# [Exercise]
For each record below, give an exact transcription.

Source data:

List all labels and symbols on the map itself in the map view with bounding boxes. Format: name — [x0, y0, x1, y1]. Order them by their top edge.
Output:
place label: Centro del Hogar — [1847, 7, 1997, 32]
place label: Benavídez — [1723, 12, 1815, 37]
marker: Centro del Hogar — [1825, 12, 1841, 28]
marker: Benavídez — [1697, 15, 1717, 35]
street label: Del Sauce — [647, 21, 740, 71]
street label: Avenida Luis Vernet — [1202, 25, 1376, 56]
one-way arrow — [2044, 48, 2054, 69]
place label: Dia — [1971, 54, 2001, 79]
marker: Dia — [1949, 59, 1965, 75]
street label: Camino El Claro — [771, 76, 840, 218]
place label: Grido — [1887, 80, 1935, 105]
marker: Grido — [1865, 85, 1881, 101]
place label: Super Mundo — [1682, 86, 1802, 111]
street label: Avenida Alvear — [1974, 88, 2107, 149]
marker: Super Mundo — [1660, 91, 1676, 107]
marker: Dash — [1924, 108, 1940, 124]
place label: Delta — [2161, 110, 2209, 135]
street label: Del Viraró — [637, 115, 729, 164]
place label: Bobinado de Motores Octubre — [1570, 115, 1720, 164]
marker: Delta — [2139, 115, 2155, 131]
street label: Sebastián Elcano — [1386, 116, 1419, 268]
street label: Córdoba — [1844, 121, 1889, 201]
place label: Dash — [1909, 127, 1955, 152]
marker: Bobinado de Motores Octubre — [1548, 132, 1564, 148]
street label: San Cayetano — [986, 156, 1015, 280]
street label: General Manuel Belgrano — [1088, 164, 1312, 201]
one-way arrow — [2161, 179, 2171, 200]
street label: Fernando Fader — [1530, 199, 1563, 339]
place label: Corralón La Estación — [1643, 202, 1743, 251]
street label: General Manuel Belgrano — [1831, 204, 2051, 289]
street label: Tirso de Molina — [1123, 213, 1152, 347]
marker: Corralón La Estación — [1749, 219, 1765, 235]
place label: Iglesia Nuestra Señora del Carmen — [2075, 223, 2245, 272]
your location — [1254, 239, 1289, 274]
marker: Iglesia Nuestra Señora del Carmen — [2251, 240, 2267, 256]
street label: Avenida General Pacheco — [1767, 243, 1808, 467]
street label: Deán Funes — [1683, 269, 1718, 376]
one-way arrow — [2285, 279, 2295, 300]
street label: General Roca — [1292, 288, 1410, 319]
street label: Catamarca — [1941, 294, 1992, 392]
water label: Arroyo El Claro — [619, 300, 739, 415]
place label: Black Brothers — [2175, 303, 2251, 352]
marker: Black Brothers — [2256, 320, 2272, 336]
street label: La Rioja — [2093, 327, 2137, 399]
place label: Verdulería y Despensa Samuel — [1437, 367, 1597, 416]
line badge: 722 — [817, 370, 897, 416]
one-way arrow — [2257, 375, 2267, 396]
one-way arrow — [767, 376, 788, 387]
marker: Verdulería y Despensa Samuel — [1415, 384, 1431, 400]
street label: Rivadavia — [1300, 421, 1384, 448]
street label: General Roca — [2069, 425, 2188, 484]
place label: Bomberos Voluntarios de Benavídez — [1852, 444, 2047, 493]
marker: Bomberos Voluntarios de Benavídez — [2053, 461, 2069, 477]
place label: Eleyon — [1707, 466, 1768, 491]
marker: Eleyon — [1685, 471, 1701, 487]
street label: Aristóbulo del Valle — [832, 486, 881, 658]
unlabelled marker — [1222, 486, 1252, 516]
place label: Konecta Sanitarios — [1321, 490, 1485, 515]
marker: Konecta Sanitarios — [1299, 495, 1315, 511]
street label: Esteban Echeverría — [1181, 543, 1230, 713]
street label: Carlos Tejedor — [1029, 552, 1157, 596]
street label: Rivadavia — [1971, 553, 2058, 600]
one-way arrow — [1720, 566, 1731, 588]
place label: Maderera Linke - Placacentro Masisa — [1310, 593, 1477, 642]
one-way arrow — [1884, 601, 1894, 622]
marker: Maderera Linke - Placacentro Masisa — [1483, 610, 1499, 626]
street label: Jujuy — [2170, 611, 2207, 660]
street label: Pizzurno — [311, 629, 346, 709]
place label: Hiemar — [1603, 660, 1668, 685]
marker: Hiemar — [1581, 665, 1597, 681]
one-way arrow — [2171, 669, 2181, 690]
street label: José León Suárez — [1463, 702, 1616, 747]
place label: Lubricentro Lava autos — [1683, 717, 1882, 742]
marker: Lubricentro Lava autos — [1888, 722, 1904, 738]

# [Answer to this exercise]
List all labels and symbols on the map itself in the map view with bounding boxes. Format: name — [x0, y0, x1, y1]. Order them by their top edge.
Output:
place label: Centro del Hogar — [1847, 7, 1997, 32]
place label: Benavídez — [1723, 12, 1815, 37]
marker: Centro del Hogar — [1825, 12, 1841, 28]
marker: Benavídez — [1697, 15, 1717, 35]
street label: Del Sauce — [647, 21, 740, 71]
street label: Avenida Luis Vernet — [1202, 25, 1376, 56]
one-way arrow — [2044, 48, 2054, 69]
place label: Dia — [1971, 54, 2001, 79]
marker: Dia — [1949, 59, 1965, 75]
street label: Camino El Claro — [771, 76, 840, 218]
place label: Grido — [1887, 80, 1935, 105]
marker: Grido — [1865, 85, 1881, 101]
place label: Super Mundo — [1682, 86, 1802, 111]
street label: Avenida Alvear — [1974, 88, 2107, 149]
marker: Super Mundo — [1660, 91, 1676, 107]
marker: Dash — [1924, 108, 1940, 124]
place label: Delta — [2161, 110, 2209, 135]
street label: Del Viraró — [637, 115, 729, 164]
place label: Bobinado de Motores Octubre — [1570, 115, 1720, 164]
marker: Delta — [2139, 115, 2155, 131]
street label: Sebastián Elcano — [1386, 116, 1419, 268]
street label: Córdoba — [1844, 121, 1889, 201]
place label: Dash — [1909, 127, 1955, 152]
marker: Bobinado de Motores Octubre — [1548, 132, 1564, 148]
street label: San Cayetano — [986, 156, 1015, 280]
street label: General Manuel Belgrano — [1088, 164, 1312, 201]
one-way arrow — [2161, 179, 2171, 200]
street label: Fernando Fader — [1530, 199, 1563, 339]
place label: Corralón La Estación — [1643, 202, 1743, 251]
street label: General Manuel Belgrano — [1831, 204, 2051, 289]
street label: Tirso de Molina — [1123, 213, 1152, 347]
marker: Corralón La Estación — [1749, 219, 1765, 235]
place label: Iglesia Nuestra Señora del Carmen — [2075, 223, 2245, 272]
your location — [1254, 239, 1289, 274]
marker: Iglesia Nuestra Señora del Carmen — [2251, 240, 2267, 256]
street label: Avenida General Pacheco — [1767, 243, 1808, 467]
street label: Deán Funes — [1683, 269, 1718, 376]
one-way arrow — [2285, 279, 2295, 300]
street label: General Roca — [1292, 288, 1410, 319]
street label: Catamarca — [1941, 294, 1992, 392]
water label: Arroyo El Claro — [619, 300, 739, 415]
place label: Black Brothers — [2175, 303, 2251, 352]
marker: Black Brothers — [2256, 320, 2272, 336]
street label: La Rioja — [2093, 327, 2137, 399]
place label: Verdulería y Despensa Samuel — [1437, 367, 1597, 416]
line badge: 722 — [817, 370, 897, 416]
one-way arrow — [2257, 375, 2267, 396]
one-way arrow — [767, 376, 788, 387]
marker: Verdulería y Despensa Samuel — [1415, 384, 1431, 400]
street label: Rivadavia — [1300, 421, 1384, 448]
street label: General Roca — [2069, 425, 2188, 484]
place label: Bomberos Voluntarios de Benavídez — [1852, 444, 2047, 493]
marker: Bomberos Voluntarios de Benavídez — [2053, 461, 2069, 477]
place label: Eleyon — [1707, 466, 1768, 491]
marker: Eleyon — [1685, 471, 1701, 487]
street label: Aristóbulo del Valle — [832, 486, 881, 658]
unlabelled marker — [1222, 486, 1252, 516]
place label: Konecta Sanitarios — [1321, 490, 1485, 515]
marker: Konecta Sanitarios — [1299, 495, 1315, 511]
street label: Esteban Echeverría — [1181, 543, 1230, 713]
street label: Carlos Tejedor — [1029, 552, 1157, 596]
street label: Rivadavia — [1971, 553, 2058, 600]
one-way arrow — [1720, 566, 1731, 588]
place label: Maderera Linke - Placacentro Masisa — [1310, 593, 1477, 642]
one-way arrow — [1884, 601, 1894, 622]
marker: Maderera Linke - Placacentro Masisa — [1483, 610, 1499, 626]
street label: Jujuy — [2170, 611, 2207, 660]
street label: Pizzurno — [311, 629, 346, 709]
place label: Hiemar — [1603, 660, 1668, 685]
marker: Hiemar — [1581, 665, 1597, 681]
one-way arrow — [2171, 669, 2181, 690]
street label: José León Suárez — [1463, 702, 1616, 747]
place label: Lubricentro Lava autos — [1683, 717, 1882, 742]
marker: Lubricentro Lava autos — [1888, 722, 1904, 738]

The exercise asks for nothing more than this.